We’ve heard versions of this during the digital transformation years, working with clients navigating internet-era disruption. And it wasn’t wrong. The dot-com wave largely disrupted the periphery of knowledge work. Many displaced skills were task-specific and relatively trainable.
AI is touching something much closer to the centre. When technology can draft reports, structure analysis, generate presentations, and articulate recommendations, the question becomes: Retrain for what, exactly? What is actually at stake this time is not a mere skill set. It is the knowledge worker’s sense of professional identity — the internal answer to the question: “What do I bring that cannot be replicated?”
Retraining can help at the margins. It does not fully answer an existential question.
What workforce transformation actually needs to become
Here is the problem I don’t think we are saying loudly enough: Most HR functions, as currently designed, were not built for this moment. They were built for a world where workforce transformation meant new skills, new roles, new org structures, and finite programmes with timelines and milestones.
AI does not offer that luxury.
This is not a one-time transformation initiative to be managed and completed. It is a continuously evolving condition that organisations will need to navigate in real time as the technology itself keeps changing. What organisations now need is workforce transformation as an ongoing operating capability — not a project.
That means HR leaders who understand AI deeply enough to anticipate role erosion. It means managers capable of having honest conversations with teams about what is changing and why. It means learning architectures that are fluid rather than fixed — focused not only on skills, but on the development of judgment. And it means having someone in the room during AI investment discussions asking a very different question: “What does this do to our people — and are we actually prepared for that?”

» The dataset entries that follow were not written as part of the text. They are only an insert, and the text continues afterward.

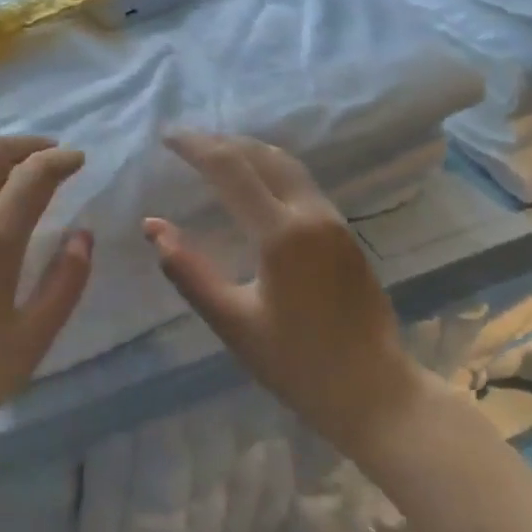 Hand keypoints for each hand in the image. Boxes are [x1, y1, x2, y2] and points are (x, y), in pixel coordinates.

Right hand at [145, 131, 425, 448]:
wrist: (378, 395)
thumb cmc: (298, 365)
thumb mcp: (232, 323)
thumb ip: (188, 271)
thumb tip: (152, 226)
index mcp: (280, 233)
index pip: (230, 169)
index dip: (195, 147)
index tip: (166, 137)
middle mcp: (310, 214)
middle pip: (260, 155)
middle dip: (219, 142)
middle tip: (184, 141)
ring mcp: (333, 221)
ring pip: (285, 164)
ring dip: (246, 150)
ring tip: (213, 152)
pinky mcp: (344, 233)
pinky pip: (300, 181)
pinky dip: (267, 167)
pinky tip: (252, 181) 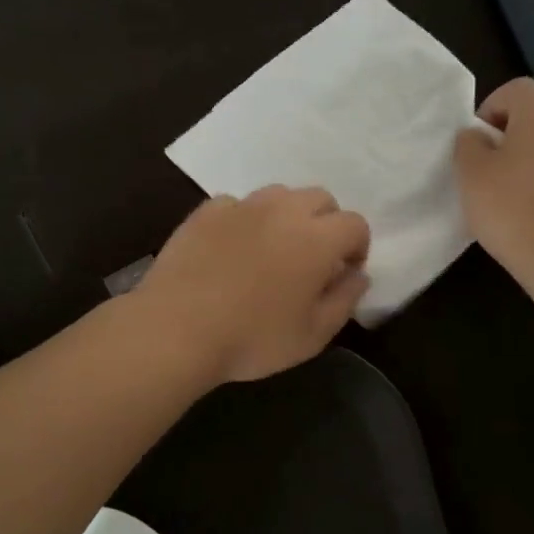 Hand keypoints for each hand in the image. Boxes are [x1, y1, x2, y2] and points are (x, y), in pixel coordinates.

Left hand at [137, 187, 371, 384]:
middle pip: (320, 199)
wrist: (176, 330)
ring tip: (273, 250)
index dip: (357, 247)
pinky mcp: (206, 211)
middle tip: (312, 259)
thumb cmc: (252, 339)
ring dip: (287, 215)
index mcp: (317, 238)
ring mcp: (241, 206)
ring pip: (279, 195)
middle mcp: (283, 210)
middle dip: (326, 223)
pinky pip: (237, 204)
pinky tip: (232, 248)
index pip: (355, 224)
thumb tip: (357, 275)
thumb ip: (345, 300)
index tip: (343, 273)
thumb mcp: (313, 335)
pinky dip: (244, 220)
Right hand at [454, 78, 533, 291]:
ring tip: (512, 204)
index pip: (517, 89)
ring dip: (533, 168)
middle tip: (488, 176)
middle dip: (511, 142)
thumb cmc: (513, 209)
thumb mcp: (470, 174)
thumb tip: (477, 136)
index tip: (476, 143)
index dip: (491, 108)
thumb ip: (468, 145) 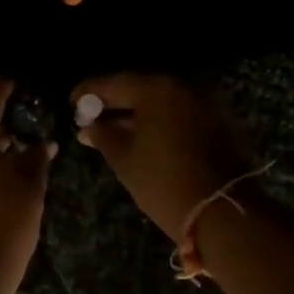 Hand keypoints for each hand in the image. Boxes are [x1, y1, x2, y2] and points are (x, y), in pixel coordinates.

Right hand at [71, 74, 253, 241]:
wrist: (222, 211)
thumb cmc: (163, 182)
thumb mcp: (124, 159)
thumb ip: (103, 135)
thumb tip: (89, 126)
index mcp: (157, 90)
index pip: (114, 83)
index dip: (89, 92)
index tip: (71, 102)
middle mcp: (184, 88)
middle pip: (140, 89)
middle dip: (114, 103)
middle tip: (91, 118)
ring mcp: (206, 104)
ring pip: (162, 103)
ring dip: (137, 114)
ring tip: (113, 132)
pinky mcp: (219, 123)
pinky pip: (179, 115)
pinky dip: (159, 122)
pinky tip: (143, 139) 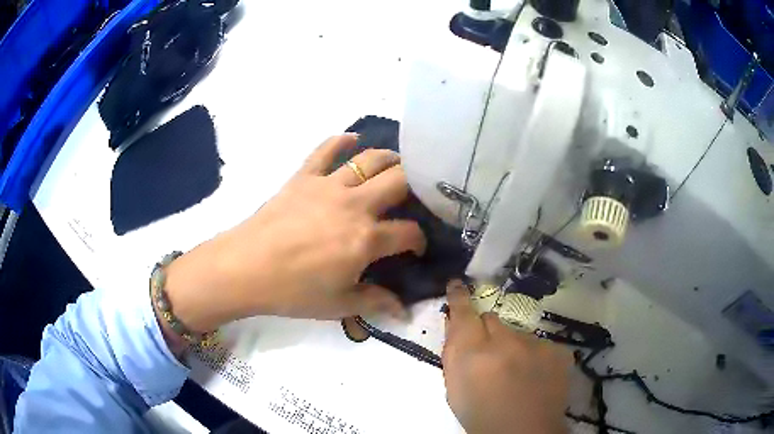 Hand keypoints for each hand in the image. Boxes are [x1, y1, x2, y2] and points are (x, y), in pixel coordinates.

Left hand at [162, 135, 425, 333]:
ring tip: (396, 164)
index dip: (420, 239)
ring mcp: (328, 185)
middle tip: (415, 193)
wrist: (246, 268)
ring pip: (369, 159)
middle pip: (399, 181)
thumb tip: (404, 311)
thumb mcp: (339, 304)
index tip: (417, 246)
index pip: (409, 232)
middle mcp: (355, 205)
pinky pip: (325, 149)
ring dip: (389, 159)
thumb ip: (376, 303)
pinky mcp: (304, 176)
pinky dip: (341, 141)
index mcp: (366, 239)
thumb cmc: (293, 291)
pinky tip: (352, 139)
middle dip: (416, 184)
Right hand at [442, 280, 570, 433]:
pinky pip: (540, 344)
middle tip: (489, 355)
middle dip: (487, 331)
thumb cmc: (481, 416)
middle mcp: (506, 342)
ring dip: (512, 346)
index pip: (464, 312)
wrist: (525, 433)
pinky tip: (535, 376)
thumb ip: (453, 354)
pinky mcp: (558, 350)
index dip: (459, 297)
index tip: (458, 285)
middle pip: (493, 319)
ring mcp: (536, 344)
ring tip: (516, 372)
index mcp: (474, 353)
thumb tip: (454, 326)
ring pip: (518, 333)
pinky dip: (534, 355)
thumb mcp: (454, 390) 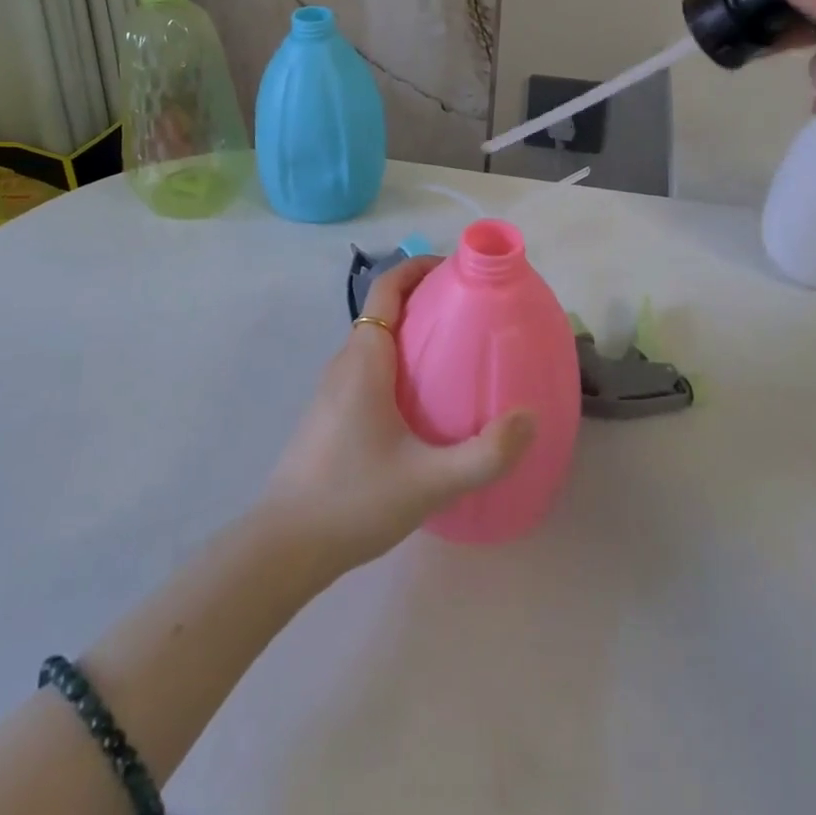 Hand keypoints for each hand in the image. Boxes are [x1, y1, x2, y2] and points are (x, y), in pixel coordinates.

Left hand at [256, 256, 535, 576]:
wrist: (285, 546)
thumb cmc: (355, 499)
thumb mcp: (431, 481)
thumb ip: (486, 453)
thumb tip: (529, 417)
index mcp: (364, 359)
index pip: (387, 288)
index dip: (418, 268)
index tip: (457, 271)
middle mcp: (345, 362)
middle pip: (384, 310)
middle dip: (425, 300)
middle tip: (472, 314)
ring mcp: (332, 389)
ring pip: (375, 341)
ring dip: (411, 333)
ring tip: (456, 354)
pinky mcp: (329, 413)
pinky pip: (368, 368)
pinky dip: (397, 363)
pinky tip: (424, 402) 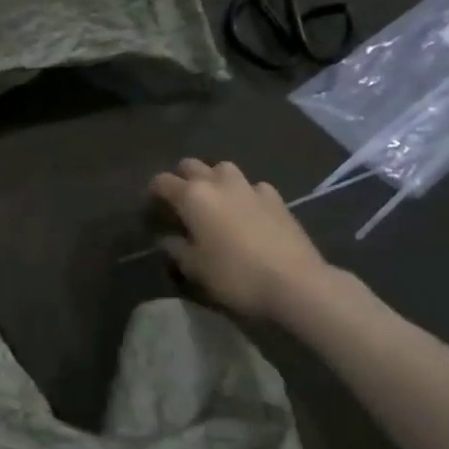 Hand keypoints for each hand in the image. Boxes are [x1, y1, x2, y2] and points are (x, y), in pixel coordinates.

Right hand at [147, 159, 333, 321]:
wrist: (296, 283)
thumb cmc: (235, 276)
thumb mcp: (194, 268)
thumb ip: (175, 248)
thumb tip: (167, 237)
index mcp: (192, 196)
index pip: (162, 181)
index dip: (153, 192)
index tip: (152, 208)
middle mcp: (218, 183)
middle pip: (191, 165)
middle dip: (182, 178)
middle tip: (181, 202)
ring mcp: (250, 187)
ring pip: (223, 168)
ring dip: (214, 179)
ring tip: (215, 201)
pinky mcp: (276, 198)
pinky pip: (253, 186)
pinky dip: (245, 193)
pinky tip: (248, 210) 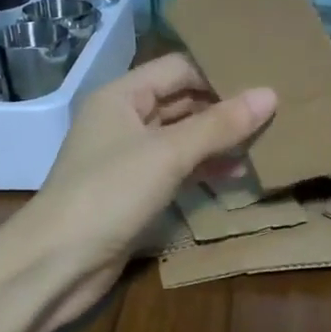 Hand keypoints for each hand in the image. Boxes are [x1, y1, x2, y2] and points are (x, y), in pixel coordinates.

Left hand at [24, 54, 275, 331]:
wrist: (56, 263)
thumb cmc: (110, 193)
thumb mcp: (168, 153)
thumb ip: (220, 124)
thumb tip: (270, 94)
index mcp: (122, 95)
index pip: (178, 68)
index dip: (218, 71)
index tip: (264, 77)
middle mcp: (124, 119)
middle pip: (181, 101)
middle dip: (223, 106)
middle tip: (274, 109)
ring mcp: (129, 157)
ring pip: (182, 137)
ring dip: (219, 139)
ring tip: (265, 140)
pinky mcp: (135, 191)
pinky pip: (177, 168)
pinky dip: (205, 168)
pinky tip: (237, 173)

In too many organisations today, that voice still isn’t in the room. And that gap is widening faster than many boards realise.
Informed optimism — but earned, not assumed
I remain optimistic about human adaptability. History repeatedly shows that we underestimate it.

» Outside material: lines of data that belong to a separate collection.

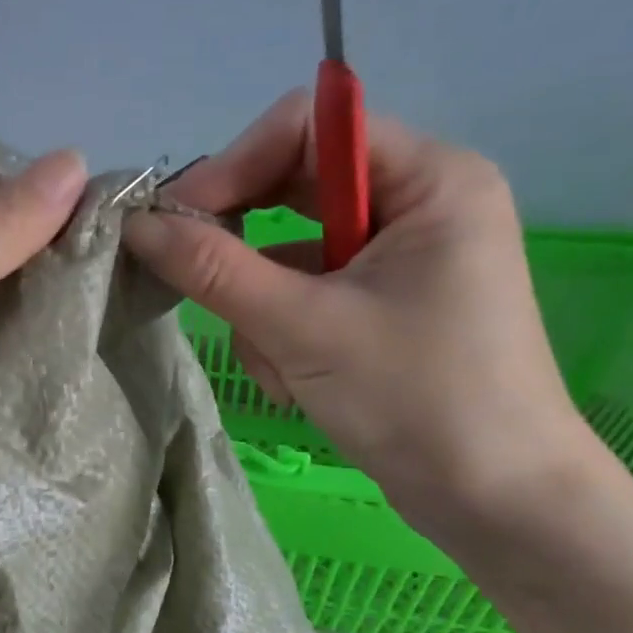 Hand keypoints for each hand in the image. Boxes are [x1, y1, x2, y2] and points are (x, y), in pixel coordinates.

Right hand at [124, 91, 598, 539]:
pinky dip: (284, 332)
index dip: (234, 165)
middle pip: (295, 186)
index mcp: (429, 178)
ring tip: (281, 363)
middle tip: (194, 278)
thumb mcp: (303, 327)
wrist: (497, 504)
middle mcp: (417, 203)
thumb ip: (213, 269)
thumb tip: (135, 224)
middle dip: (245, 245)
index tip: (176, 219)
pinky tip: (296, 381)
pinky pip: (305, 292)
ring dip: (264, 305)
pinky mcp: (380, 305)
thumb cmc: (418, 399)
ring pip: (290, 250)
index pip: (309, 128)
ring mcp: (399, 258) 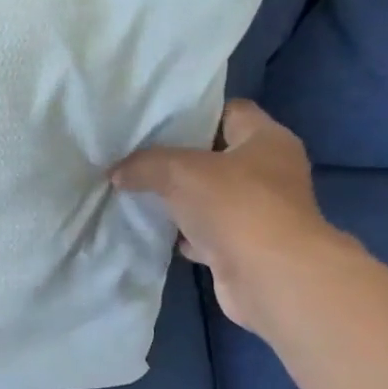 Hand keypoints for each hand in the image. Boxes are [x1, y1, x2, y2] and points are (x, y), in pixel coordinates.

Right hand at [113, 100, 347, 334]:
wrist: (268, 276)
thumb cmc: (235, 206)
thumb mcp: (179, 171)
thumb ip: (144, 165)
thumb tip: (117, 172)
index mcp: (267, 140)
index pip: (232, 111)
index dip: (195, 113)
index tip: (157, 121)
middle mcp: (270, 172)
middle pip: (219, 156)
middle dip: (180, 159)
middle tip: (138, 158)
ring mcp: (260, 213)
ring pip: (211, 197)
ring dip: (181, 199)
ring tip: (139, 193)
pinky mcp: (245, 247)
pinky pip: (207, 233)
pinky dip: (185, 233)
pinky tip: (157, 232) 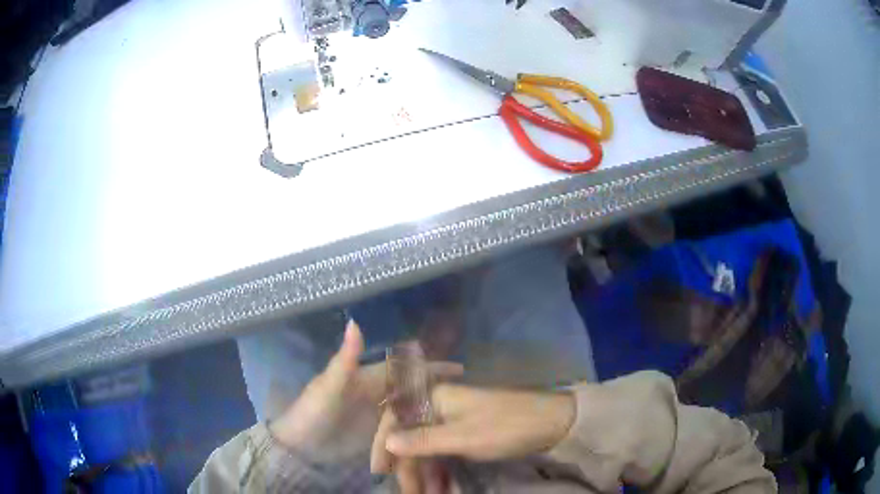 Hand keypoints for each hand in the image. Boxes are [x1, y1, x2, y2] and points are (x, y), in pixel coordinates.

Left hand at [270, 322, 463, 461]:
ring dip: (430, 409)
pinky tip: (434, 432)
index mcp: (368, 379)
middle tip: (467, 395)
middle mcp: (376, 395)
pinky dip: (418, 428)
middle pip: (412, 388)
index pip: (405, 369)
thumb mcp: (328, 387)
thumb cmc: (313, 414)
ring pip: (409, 409)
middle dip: (437, 388)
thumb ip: (344, 359)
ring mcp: (377, 417)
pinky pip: (402, 428)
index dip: (430, 367)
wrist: (300, 446)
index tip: (459, 368)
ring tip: (458, 415)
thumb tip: (355, 321)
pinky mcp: (376, 435)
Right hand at [371, 383, 575, 469]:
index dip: (384, 444)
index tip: (379, 470)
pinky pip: (443, 453)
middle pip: (411, 438)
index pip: (395, 419)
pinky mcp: (466, 434)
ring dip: (425, 474)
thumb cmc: (505, 426)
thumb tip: (387, 442)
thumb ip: (423, 440)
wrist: (551, 423)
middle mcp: (438, 407)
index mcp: (434, 398)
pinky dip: (441, 471)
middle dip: (409, 468)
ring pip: (427, 449)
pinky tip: (443, 488)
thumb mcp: (463, 437)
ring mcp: (453, 421)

The knowledge workers who will thrive in the AI era are unlikely to be those who simply “use AI tools.” They will be the people who develop fluency in directing judgment — understanding where human discernment matters most, and where technology can operate independently. But that future is not automatic.
It requires leaders who recognise that AI adoption is not merely a software rollout. It is a human transition. Before the next AI investment decision, I would ask one question: What does work look like after AI — and have we prepared anyone for that reality?

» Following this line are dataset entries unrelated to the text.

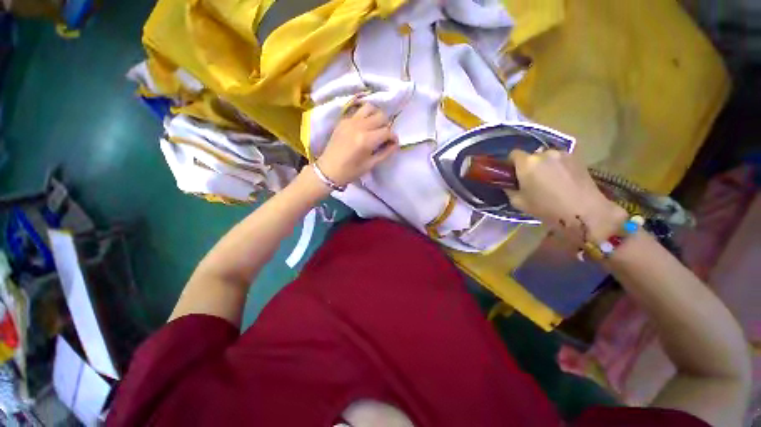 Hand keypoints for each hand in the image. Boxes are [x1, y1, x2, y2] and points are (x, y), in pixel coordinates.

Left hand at [316, 103, 398, 185]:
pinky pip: (358, 111)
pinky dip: (365, 116)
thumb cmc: (350, 171)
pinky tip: (364, 126)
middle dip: (386, 125)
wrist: (328, 170)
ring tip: (375, 127)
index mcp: (366, 140)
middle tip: (384, 136)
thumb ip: (385, 152)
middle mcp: (359, 126)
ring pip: (370, 108)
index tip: (393, 143)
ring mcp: (350, 121)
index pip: (387, 131)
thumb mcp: (370, 165)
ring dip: (376, 116)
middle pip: (381, 116)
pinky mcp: (343, 120)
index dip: (393, 137)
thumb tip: (395, 144)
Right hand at [506, 149, 626, 242]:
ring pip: (546, 157)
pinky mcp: (577, 157)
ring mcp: (562, 154)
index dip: (511, 163)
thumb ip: (510, 190)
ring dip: (544, 165)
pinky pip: (560, 159)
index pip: (513, 154)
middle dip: (529, 165)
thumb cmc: (546, 207)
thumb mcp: (519, 202)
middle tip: (531, 180)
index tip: (513, 174)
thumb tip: (509, 185)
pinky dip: (558, 166)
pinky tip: (562, 179)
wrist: (583, 210)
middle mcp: (543, 154)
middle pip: (531, 156)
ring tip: (549, 180)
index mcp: (526, 163) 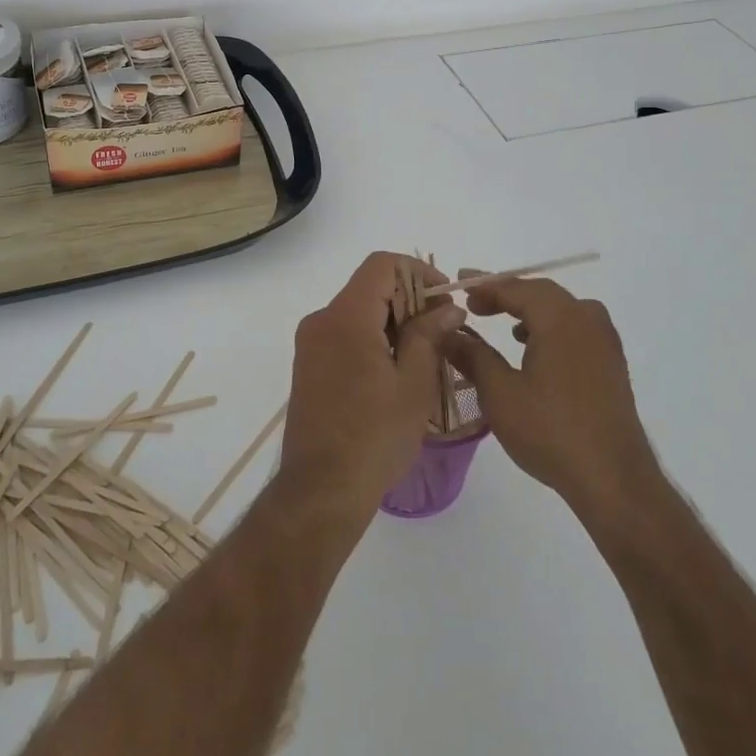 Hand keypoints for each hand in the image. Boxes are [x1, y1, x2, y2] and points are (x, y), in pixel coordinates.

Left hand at [280, 253, 464, 519]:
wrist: (320, 490)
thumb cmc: (373, 436)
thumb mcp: (413, 384)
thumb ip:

The dot-com comparison is useful up to a point. Just as the internet survived the crash, foundational AI technologies will survive whatever correction eventually comes. But the conversation waiting for us on the other side will not primarily be about infrastructure. It will be about identity, meaning, judgment, and what we ultimately value in human work.
Unlike the dot-com era, there is no historical playbook for that. Which means the leaders shaping this transition are writing one in real time.
The question is whether you want to be among them.